*Stored data entries*.
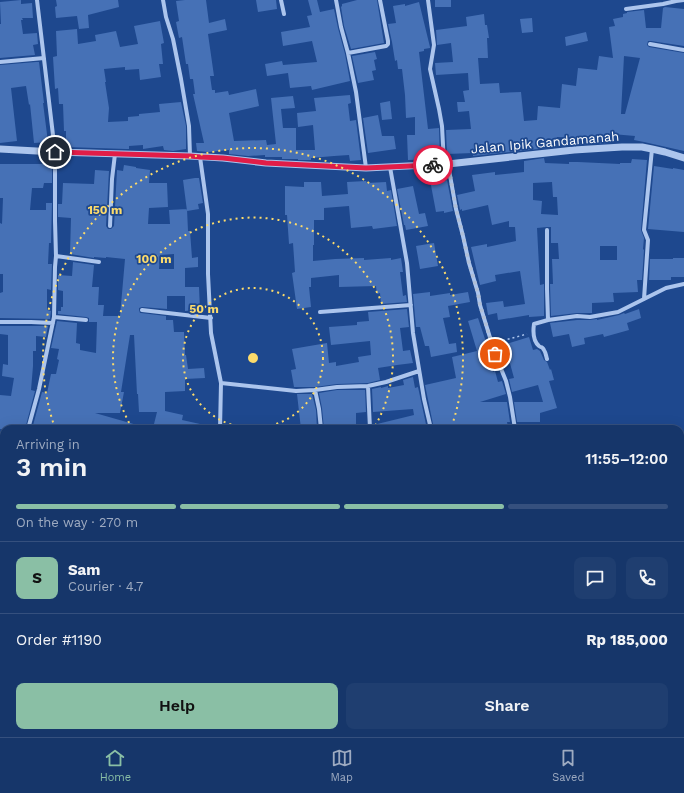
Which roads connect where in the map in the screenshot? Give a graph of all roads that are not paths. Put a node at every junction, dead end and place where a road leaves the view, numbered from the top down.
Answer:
1 (38, 0) edge
2 (163, 0) edge
3 (282, 0) edge
4 (336, 0) edge
5 (380, 0) edge
6 (428, 0) edge
7 (684, 0) edge
8 (676, 1) edge
9 (626, 9) dead end
10 (284, 14) dead end
11 (650, 44) dead end
12 (684, 50) edge
13 (348, 53) junction
14 (44, 58) junction
15 (0, 62) edge
16 (0, 149) edge
17 (652, 149) junction
18 (55, 152) junction
19 (115, 154) junction
20 (190, 156) junction
21 (200, 157) junction
22 (684, 158) edge
23 (446, 164) junction
24 (390, 167) junction
25 (366, 168) junction
26 (110, 226) dead end
27 (547, 230) dead end
28 (56, 256) junction
29 (99, 262) dead end
30 (684, 284) edge
31 (644, 299) junction
32 (411, 305) junction
33 (142, 310) dead end
34 (320, 312) dead end
35 (54, 317) junction
36 (210, 318) junction
37 (86, 320) dead end
38 (548, 320) junction
39 (0, 322) edge
40 (53, 323) junction
41 (547, 359) dead end
42 (419, 371) junction
43 (221, 383) junction
44 (368, 386) junction
45 (315, 390) junction
46 (29, 425) edge
47 (220, 425) edge
48 (320, 425) edge
49 (370, 425) edge
50 (429, 425) edge
51 (514, 425) edge

1 - 14 street
2 - 20 street
3 - 10 street
4 - 13 street
5 - 13 street
6 - 23 street
7 - 8 street
8 - 9 street
11 - 12 street
13 - 25 street
14 - 15 street
14 - 18 street
16 - 18 street, Jalan Ipik Gandamanah
17 - 22 street, Jalan Ipik Gandamanah
17 - 23 street, Jalan Ipik Gandamanah
17 - 31 street
18 - 19 street, Jalan Ipik Gandamanah
18 - 28 street
19 - 20 street, Jalan Ipik Gandamanah
19 - 26 street
20 - 21 street, Jalan Ipik Gandamanah
21 - 25 street, Jalan Ipik Gandamanah
21 - 36 street
23 - 24 street, Jalan Ipik Gandamanah
23 - 51 street
24 - 25 street, Jalan Ipik Gandamanah
24 - 32 street
27 - 38 street
28 - 29 street
28 - 35 street
30 - 31 street
31 - 38 street
32 - 34 street
32 - 42 street
33 - 36 street
35 - 37 street
35 - 40 street
36 - 43 street
38 - 41 street
39 - 40 street
40 - 46 street
42 - 44 street
42 - 50 street
43 - 45 street
43 - 47 street
44 - 45 street
44 - 49 street
45 - 48 street

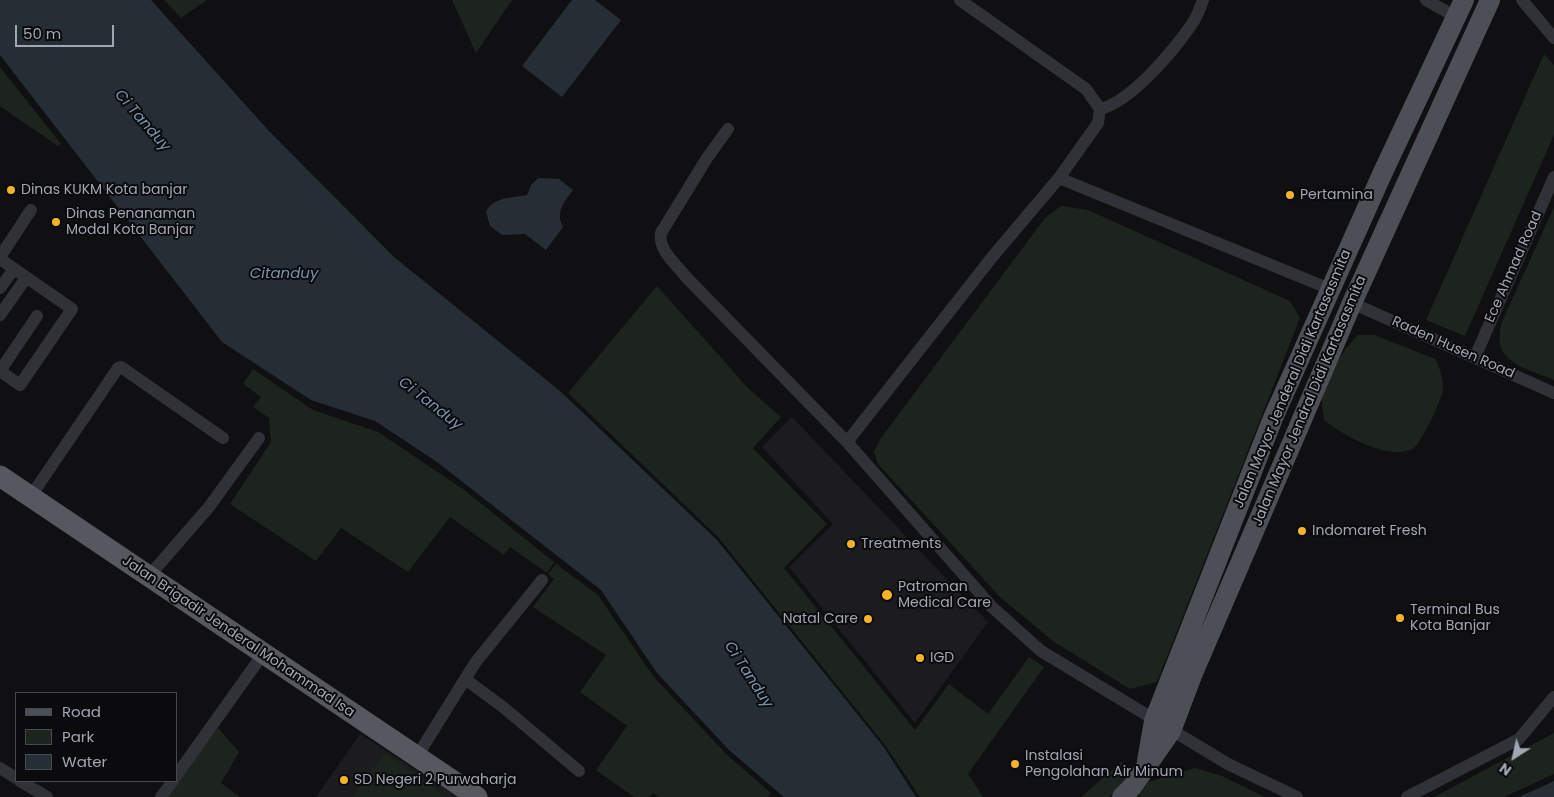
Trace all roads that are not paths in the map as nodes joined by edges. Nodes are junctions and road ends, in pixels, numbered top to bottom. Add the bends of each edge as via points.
1 (960, 0) edge
2 (1204, 0) edge
3 (1426, 0) edge
4 (1490, 0) edge
5 (1522, 0) edge
6 (1460, 9) edge
7 (1554, 38) edge
8 (1100, 109) junction
9 (728, 129) dead end
10 (1554, 176) edge
11 (1059, 178) junction
12 (31, 210) dead end
13 (0, 258) edge
14 (14, 269) junction
15 (26, 278) junction
16 (0, 288) edge
17 (1330, 289) junction
18 (1352, 303) junction
19 (0, 315) edge
20 (37, 316) dead end
21 (1475, 357) junction
22 (0, 371) edge
23 (1554, 393) edge
24 (223, 438) dead end
25 (259, 438) dead end
26 (847, 442) junction
27 (0, 476) edge
28 (31, 496) junction
29 (149, 576) junction
30 (542, 580) dead end
31 (262, 654) junction
32 (464, 679) junction
33 (1554, 697) edge
34 (1163, 726) junction
35 (416, 758) junction
36 (0, 768) edge
37 (579, 771) dead end
38 (178, 773) edge
39 (15, 777) edge
40 (22, 782) edge
41 (172, 782) edge
42 (47, 797) edge
43 (161, 797) edge
44 (477, 797) edge
45 (1122, 797) edge
46 (1297, 797) edge
47 (1407, 797) edge

1 - 8 street via 1086,89
2 - 8 street via 1193,23 1171,50 1122,100
3 - 6 street
4 - 18 main road, Jalan Mayor Jendral Didi Kartasasmita
5 - 7 street
6 - 17 main road, Jalan Mayor Jenderal Didi Kartasasmita
8 - 11 street via 1098,123
9 - 26 street via 661,233 662,248
10 - 21 street, Ece Ahmad Road
11 - 17 street
11 - 26 street via 993,256
12 - 13 street
13 - 14 street
14 - 15 street
14 - 16 street
15 - 19 street
15 - 22 street via 72,310 20,384
17 - 34 main road, Jalan Mayor Jenderal Didi Kartasasmita via 1273,418
18 - 21 street, Raden Husen Road
18 - 34 main road, Jalan Mayor Jendral Didi Kartasasmita via 1197,664
20 - 22 street
21 - 23 street, Raden Husen Road
24 - 28 street via 121,367
25 - 29 street via 209,507
26 - 34 street via 994,609 1041,650
27 - 28 highway, Jalan Brigadir Jenderal Mohammad Isa
28 - 29 highway, Jalan Brigadir Jenderal Mohammad Isa
29 - 31 highway, Jalan Brigadir Jenderal Mohammad Isa
30 - 32 street
31 - 35 highway, Jalan Brigadir Jenderal Mohammad Isa
31 - 38 street
32 - 35 street
32 - 37 street via 504,707
33 - 47 street via 1519,739
34 - 45 main road, Jalan Mayor Jenderal Didi Kartasasmita via 1146,767
34 - 46 street via 1228,764
35 - 44 highway, Jalan Brigadir Jenderal Mohammad Isa
36 - 39 street
40 - 42 street
41 - 43 street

*Work order*.
Using the entries above, give the number of lines that include "highway", with no added words.

*Response box*.
5